No medical evidence to suggest COVID-19 vaccine causes fertility issues, doctors say
NEW ORLEANS (WVUE) - Doctors want to dispel myths that the COVID-19 vaccine can cause fertility problems or harm to a developing baby.
Jane Martin, M.D, at Ochsner Baptist, got both doses of the vaccine while she was pregnant. As a physician specializing in maternal-fetal medicine, she says she knew it was the best decision for her, her family, and her patients.
“I was taking care of pregnant patients in the hospital who had COVID. I specialize in high-risk obstetrics, so, I take care of the sickest pregnant patients out there,” said Martin. “My risk of being exposed to COVID, my risk of contracting COVID in pregnancy was pretty high, so, for me, it was a very easy decision to get the vaccine.”

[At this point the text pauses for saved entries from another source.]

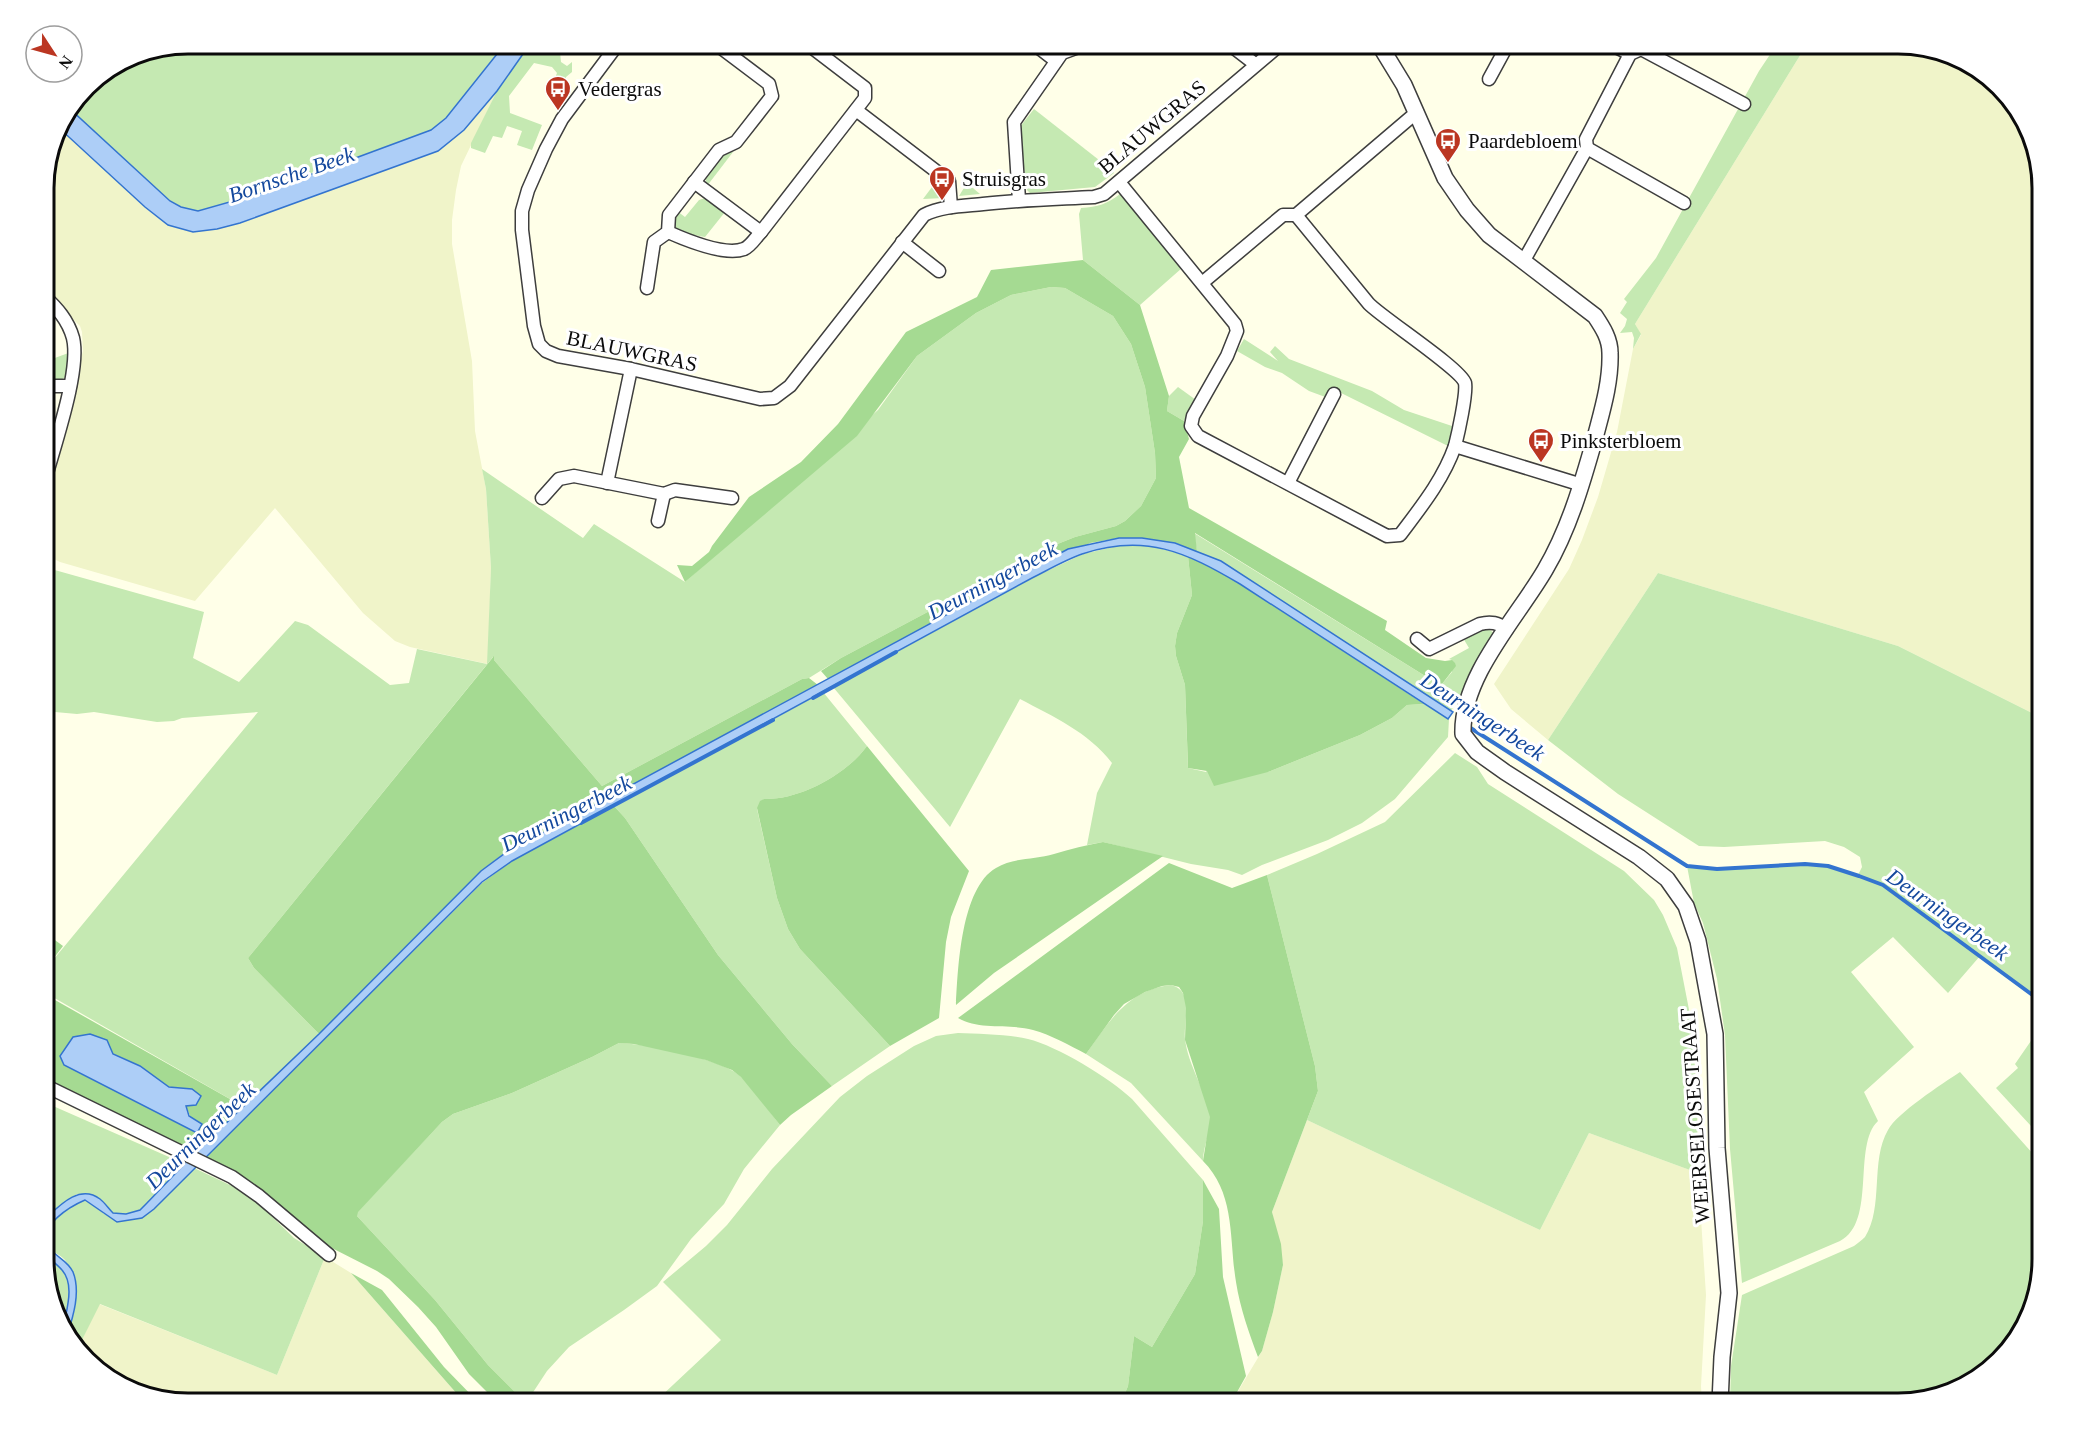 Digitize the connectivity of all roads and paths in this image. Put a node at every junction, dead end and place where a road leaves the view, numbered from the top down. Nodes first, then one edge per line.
1 (611, 54) edge
2 (729, 54) edge
3 (821, 54) edge
4 (1047, 54) edge
5 (1061, 54) edge
6 (1243, 54) edge
7 (1268, 54) edge
8 (1386, 54) edge
9 (1503, 54) edge
10 (1635, 54) edge
11 (1648, 54) edge
12 (1056, 61) junction
13 (1255, 64) junction
14 (1489, 80) dead end
15 (1744, 104) dead end
16 (856, 110) junction
17 (1417, 112) junction
18 (1587, 148) junction
19 (694, 182) junction
20 (1119, 182) junction
21 (1019, 200) junction
22 (1684, 203) dead end
23 (951, 207) junction
24 (1296, 215) junction
25 (668, 232) junction
26 (761, 232) junction
27 (902, 242) junction
28 (1523, 262) junction
29 (939, 271) dead end
30 (1202, 283) junction
31 (647, 288) dead end
32 (54, 306) edge
33 (631, 369) junction
34 (54, 386) edge
35 (70, 386) junction
36 (1334, 394) dead end
37 (54, 446) edge
38 (1455, 446) junction
39 (607, 483) junction
40 (1288, 483) junction
41 (1582, 485) junction
42 (664, 494) junction
43 (542, 498) dead end
44 (732, 498) dead end
45 (658, 521) dead end
46 (1507, 629) junction
47 (1417, 639) dead end
48 (54, 1090) edge
49 (329, 1255) dead end
50 (1720, 1393) edge

1 - 33 street, BLAUWGRAS
2 - 19 street
3 - 16 street
4 - 12 street
5 - 12 street
6 - 13 street
7 - 13 street, BLAUWGRAS
8 - 17 street, WEERSELOSESTRAAT
9 - 14 street
10 - 18 street
11 - 15 street
12 - 21 street
13 - 20 street, BLAUWGRAS
16 - 23 street
16 - 26 street
17 - 24 street
17 - 28 street, WEERSELOSESTRAAT
18 - 22 street
18 - 28 street
19 - 25 street
19 - 26 street
20 - 21 street, BLAUWGRAS
20 - 30 street
21 - 23 street, BLAUWGRAS
23 - 27 street, BLAUWGRAS
24 - 30 street
24 - 38 street
25 - 26 street
25 - 31 street
27 - 29 street
27 - 33 street, BLAUWGRAS
28 - 41 street, WEERSELOSESTRAAT
30 - 40 street
32 - 35 street
33 - 39 street
34 - 35 street
35 - 37 street
36 - 40 street
38 - 40 street
38 - 41 street
39 - 42 street
39 - 43 street
41 - 46 street, WEERSELOSESTRAAT
42 - 44 street
42 - 45 street
46 - 47 street
46 - 50 street, WEERSELOSESTRAAT
48 - 49 street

Both Dr. Martin and the section head for Ochsner Baptist Obstetrics and Gynecology say there has been no medical evidence so far that suggests the vaccine causes any issues with fertility or any harm to a pregnant woman and her developing baby.
“That is a very common question that comes into the office and what I am telling patients is don’t use that myth as a worry,” said Ochsner Baptist OB/GYN Section Head, Robin Bone, M.D.
Dr. Bone says research was conducted on the issue during the Pfizer vaccine trial.
“Twenty-three women conceived during that trial. Twelve were in the vaccine group. Eleven were in the placebo group; people who did not get the vaccine but thought they were at the time. There has been no evidence that has shown that the vaccine caused any issue during their pregnancy or after the birth of their children,” said Bone.
As for Martin, she says she’s happy to report neither she nor her baby had any negative side effects following the vaccine.
“The baby did fine in utero after both of the vaccines and then we had a very uncomplicated, fast, delivery. She’s beautiful. She’s perfect. There are 10 fingers, 10 toes,” said Martin.
Bone says the medical community continues to follow the participants in the vaccine trial.